People’s lives are at stake.
if we want to stand for justice in our world.
Atatiana Jefferson was murdered by a police officer this week. She is the most recent victim of murders of innocents. I lament her death, but lament is not enough to stop the madness. I have a responsibility to see her as my kin. The Gospel demands of us this radical reconstrual of our identities, attitudes, and behaviors.
The Christian New Testament’s Gospel of Matthew begins with “begats.” Genealogy matters in the recorded story of Jesus.
Genealogy in the New Testament is also a bit peculiar as genealogies go. The Gospel of Luke’s begats are different than Matthew’s. Why is that? Did the two writers have two different family Bibles (and thus two different versions of Jesus’s ancestry)?
Scholars disagree on why Luke’s and Matthew’s genealogies differ, and this essay is not the place to muddle through the scholarly debates.
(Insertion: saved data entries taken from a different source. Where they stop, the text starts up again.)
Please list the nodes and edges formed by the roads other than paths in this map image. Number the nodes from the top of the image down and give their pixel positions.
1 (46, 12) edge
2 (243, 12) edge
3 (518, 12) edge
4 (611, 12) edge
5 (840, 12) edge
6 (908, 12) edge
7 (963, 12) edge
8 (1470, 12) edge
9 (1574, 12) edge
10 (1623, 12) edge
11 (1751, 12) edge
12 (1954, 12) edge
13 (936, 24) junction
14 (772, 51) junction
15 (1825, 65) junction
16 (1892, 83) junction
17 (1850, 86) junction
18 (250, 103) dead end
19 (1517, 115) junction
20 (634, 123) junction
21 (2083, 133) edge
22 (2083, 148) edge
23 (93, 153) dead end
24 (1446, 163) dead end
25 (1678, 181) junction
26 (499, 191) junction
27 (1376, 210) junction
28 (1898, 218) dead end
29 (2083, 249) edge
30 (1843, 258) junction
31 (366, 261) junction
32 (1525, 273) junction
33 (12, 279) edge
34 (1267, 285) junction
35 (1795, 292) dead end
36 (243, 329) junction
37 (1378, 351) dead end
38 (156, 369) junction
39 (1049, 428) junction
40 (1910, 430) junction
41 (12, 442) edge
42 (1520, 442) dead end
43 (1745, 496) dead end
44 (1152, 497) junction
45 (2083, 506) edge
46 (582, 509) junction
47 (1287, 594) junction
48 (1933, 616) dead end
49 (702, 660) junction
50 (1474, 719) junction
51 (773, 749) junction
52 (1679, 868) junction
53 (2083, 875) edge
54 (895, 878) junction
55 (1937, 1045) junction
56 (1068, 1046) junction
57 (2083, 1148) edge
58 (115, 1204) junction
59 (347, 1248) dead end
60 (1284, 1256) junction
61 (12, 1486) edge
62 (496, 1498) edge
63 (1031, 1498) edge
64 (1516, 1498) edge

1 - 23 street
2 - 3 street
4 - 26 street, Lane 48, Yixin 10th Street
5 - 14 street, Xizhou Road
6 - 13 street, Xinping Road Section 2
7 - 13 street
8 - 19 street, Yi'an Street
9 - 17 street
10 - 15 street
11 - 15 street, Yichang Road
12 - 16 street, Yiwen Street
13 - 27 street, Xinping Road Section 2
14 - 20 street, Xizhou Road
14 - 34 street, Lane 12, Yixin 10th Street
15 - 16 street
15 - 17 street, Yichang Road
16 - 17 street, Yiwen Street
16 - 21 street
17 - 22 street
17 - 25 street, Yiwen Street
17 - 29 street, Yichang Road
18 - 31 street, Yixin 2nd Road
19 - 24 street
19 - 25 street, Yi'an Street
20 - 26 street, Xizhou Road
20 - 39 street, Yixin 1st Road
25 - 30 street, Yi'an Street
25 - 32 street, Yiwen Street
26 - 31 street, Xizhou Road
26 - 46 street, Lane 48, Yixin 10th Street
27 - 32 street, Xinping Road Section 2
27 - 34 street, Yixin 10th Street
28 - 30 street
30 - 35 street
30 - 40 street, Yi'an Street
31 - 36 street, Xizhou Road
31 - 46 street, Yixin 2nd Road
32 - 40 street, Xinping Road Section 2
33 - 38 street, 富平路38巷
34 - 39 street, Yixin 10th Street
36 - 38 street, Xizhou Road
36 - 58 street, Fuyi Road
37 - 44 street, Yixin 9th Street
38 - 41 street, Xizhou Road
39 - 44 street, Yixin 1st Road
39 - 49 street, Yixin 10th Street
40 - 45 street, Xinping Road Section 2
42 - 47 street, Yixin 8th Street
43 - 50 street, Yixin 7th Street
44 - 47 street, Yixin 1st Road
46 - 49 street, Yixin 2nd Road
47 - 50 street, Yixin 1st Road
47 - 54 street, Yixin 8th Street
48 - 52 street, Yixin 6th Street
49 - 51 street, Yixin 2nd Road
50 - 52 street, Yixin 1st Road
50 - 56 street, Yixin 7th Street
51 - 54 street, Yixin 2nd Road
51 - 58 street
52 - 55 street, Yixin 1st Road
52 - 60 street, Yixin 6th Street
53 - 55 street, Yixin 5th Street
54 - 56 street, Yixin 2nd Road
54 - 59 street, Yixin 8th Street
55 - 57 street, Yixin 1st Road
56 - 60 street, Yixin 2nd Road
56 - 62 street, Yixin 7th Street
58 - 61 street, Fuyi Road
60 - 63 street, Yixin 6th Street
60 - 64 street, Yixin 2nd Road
What is clear is that genealogies held value for both of these ancient writers.
Genealogies say something about who we are by saying something about who our ancestors are. They also set boundaries between insiders and outsiders. Who has the right bloodline to inherit this or that name or property or authority? Who begat whom with whom and from whom? Genealogies set parameters for personal, social, and political life stories.
What do Jesus’ genealogies tell us about his identity?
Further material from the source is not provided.